## Exercise description
Report the count of lines containing the word "عزیزی" in the entries below, and nothing more.

Data provided Block Start

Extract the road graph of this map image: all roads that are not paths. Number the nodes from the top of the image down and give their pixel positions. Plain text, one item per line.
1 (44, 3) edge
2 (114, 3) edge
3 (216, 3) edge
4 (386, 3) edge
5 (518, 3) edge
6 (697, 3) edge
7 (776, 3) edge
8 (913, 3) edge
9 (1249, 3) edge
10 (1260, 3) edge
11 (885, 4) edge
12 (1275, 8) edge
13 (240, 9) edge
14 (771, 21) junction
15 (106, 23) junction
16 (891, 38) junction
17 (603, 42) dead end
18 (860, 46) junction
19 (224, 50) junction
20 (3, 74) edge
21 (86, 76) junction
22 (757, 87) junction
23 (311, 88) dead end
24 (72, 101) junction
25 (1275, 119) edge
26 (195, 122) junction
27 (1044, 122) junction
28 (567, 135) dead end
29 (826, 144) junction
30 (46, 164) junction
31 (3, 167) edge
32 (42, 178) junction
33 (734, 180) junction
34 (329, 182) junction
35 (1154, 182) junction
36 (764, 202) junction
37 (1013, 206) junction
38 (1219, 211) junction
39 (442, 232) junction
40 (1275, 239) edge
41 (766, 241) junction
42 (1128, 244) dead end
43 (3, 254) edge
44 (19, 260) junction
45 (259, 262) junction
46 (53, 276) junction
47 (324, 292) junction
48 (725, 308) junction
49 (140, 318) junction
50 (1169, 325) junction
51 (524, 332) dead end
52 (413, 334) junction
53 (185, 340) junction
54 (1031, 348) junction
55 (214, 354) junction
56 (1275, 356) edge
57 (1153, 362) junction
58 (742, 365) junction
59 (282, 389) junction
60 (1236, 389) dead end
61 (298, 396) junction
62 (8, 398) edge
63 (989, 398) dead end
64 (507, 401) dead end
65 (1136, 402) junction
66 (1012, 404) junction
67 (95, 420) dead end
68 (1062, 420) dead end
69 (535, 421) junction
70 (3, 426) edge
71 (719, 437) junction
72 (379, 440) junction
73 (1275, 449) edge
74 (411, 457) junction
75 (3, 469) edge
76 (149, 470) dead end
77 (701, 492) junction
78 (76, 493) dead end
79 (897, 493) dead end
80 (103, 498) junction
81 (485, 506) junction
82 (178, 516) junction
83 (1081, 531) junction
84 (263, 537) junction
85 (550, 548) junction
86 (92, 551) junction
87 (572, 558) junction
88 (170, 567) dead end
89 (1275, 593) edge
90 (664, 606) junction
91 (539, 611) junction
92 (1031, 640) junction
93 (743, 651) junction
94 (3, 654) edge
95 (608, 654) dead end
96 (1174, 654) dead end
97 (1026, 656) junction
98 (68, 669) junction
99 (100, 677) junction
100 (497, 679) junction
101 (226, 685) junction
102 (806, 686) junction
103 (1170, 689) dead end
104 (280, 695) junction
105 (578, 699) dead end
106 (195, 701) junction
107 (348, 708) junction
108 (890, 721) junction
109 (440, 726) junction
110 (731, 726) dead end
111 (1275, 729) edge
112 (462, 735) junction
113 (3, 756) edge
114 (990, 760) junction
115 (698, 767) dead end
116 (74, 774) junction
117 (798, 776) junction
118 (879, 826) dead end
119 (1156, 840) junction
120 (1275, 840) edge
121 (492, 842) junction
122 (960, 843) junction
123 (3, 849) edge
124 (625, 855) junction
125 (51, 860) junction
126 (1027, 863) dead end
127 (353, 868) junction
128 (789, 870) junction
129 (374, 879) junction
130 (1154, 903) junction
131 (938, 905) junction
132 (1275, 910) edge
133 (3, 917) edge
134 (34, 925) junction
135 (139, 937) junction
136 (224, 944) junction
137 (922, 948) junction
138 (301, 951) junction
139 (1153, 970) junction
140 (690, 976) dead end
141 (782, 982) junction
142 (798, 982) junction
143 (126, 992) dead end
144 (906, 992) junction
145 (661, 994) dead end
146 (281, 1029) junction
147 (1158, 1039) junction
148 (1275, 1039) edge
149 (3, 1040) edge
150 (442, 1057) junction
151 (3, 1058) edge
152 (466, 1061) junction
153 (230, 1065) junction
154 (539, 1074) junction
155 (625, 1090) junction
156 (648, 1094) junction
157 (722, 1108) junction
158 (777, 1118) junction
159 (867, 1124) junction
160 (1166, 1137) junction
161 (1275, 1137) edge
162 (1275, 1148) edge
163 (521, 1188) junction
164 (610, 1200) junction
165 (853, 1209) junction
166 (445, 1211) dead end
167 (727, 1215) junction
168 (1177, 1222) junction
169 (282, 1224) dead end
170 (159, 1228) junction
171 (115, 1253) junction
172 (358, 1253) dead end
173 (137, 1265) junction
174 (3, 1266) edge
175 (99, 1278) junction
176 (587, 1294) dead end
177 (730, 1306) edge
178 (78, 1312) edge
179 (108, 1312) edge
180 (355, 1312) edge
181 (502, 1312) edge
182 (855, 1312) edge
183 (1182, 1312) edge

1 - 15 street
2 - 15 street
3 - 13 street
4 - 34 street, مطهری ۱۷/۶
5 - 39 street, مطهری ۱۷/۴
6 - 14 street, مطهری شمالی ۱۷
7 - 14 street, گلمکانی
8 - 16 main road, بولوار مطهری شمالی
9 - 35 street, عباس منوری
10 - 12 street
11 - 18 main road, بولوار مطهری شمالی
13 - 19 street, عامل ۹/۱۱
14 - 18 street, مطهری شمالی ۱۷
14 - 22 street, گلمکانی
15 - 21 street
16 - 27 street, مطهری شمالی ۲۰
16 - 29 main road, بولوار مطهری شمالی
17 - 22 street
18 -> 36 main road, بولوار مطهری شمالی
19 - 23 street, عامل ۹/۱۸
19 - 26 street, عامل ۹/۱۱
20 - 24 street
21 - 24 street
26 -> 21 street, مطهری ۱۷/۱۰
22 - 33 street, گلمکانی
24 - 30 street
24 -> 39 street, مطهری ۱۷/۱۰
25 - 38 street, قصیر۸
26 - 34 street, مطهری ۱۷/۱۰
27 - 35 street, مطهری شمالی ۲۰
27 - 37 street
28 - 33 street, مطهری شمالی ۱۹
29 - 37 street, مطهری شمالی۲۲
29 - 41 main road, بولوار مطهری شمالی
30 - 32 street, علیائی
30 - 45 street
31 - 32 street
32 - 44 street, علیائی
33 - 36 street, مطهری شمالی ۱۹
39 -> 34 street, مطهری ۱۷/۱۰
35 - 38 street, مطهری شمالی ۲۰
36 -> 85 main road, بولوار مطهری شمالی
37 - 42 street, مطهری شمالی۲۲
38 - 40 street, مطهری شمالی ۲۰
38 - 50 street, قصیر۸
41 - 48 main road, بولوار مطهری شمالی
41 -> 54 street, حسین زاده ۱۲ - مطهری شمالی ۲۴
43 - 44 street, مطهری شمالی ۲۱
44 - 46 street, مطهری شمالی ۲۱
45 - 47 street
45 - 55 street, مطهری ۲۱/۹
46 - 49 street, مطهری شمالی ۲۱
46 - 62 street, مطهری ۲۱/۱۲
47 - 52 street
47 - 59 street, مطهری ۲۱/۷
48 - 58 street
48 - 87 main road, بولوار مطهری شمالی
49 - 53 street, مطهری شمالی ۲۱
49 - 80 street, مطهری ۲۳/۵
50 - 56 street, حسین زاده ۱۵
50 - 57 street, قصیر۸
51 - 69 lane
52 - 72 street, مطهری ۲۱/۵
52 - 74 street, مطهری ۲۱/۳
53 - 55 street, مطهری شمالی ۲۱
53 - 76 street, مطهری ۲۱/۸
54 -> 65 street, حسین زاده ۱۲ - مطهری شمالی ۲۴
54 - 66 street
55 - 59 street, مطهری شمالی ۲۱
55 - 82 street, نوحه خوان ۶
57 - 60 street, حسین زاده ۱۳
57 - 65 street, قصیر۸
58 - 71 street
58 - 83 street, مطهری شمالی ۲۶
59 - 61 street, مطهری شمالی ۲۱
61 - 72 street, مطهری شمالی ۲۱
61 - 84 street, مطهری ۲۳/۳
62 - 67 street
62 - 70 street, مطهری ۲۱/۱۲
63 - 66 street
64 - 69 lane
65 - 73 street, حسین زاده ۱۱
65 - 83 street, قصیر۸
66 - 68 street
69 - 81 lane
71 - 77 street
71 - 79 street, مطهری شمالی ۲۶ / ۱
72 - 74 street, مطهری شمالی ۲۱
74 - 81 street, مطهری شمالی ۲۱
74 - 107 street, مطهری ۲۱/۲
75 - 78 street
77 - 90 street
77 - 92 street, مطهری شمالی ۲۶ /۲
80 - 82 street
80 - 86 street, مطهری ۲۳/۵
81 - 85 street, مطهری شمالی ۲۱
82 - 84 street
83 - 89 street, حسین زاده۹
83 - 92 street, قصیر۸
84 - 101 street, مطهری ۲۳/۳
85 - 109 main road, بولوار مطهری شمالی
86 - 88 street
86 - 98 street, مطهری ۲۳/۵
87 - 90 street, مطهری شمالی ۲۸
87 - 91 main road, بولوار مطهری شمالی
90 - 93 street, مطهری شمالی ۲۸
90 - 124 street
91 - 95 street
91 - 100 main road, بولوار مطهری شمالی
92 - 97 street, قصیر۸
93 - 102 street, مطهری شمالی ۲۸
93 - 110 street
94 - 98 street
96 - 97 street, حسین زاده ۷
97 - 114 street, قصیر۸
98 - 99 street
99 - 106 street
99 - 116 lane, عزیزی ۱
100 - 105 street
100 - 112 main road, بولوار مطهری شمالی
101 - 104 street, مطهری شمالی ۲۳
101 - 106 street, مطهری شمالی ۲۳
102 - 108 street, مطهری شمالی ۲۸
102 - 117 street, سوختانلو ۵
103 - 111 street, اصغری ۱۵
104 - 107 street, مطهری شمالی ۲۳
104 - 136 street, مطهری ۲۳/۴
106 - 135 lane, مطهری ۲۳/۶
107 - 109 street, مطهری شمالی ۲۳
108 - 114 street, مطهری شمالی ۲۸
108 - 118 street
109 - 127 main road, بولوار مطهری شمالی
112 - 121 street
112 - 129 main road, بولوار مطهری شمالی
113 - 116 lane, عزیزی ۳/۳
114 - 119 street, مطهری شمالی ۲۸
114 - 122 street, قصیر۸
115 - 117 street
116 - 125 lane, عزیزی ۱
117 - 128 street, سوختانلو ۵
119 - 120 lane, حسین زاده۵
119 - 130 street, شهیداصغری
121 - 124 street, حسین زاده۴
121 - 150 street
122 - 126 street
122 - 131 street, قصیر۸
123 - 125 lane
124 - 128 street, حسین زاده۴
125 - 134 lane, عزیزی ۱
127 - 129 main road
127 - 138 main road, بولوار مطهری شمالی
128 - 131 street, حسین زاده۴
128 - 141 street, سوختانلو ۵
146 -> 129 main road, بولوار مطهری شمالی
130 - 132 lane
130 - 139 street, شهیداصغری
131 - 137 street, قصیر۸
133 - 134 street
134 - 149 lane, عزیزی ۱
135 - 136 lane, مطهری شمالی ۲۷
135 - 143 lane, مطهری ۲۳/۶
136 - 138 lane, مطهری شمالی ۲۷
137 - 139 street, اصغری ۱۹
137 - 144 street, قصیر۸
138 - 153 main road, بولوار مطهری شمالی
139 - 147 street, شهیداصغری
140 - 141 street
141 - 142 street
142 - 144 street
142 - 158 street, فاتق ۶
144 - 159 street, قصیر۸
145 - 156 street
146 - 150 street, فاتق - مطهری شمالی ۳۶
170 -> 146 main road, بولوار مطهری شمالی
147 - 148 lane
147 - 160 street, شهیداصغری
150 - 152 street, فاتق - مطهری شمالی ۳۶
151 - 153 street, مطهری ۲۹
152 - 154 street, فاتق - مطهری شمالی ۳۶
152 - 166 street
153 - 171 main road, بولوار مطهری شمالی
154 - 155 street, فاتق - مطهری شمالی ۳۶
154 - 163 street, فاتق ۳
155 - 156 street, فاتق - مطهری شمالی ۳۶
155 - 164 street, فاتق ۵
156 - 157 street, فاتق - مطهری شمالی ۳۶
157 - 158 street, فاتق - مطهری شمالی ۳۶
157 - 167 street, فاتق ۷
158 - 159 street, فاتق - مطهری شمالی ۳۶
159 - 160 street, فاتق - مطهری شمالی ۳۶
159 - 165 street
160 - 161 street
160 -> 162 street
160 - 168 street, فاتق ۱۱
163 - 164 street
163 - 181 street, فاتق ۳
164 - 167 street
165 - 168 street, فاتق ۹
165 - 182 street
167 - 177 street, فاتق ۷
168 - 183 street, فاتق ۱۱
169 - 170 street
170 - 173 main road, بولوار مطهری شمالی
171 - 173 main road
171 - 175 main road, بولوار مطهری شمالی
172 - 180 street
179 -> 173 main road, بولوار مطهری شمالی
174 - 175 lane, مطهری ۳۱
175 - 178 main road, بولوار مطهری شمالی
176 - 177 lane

Data provided Block End

## Response to this exercise
5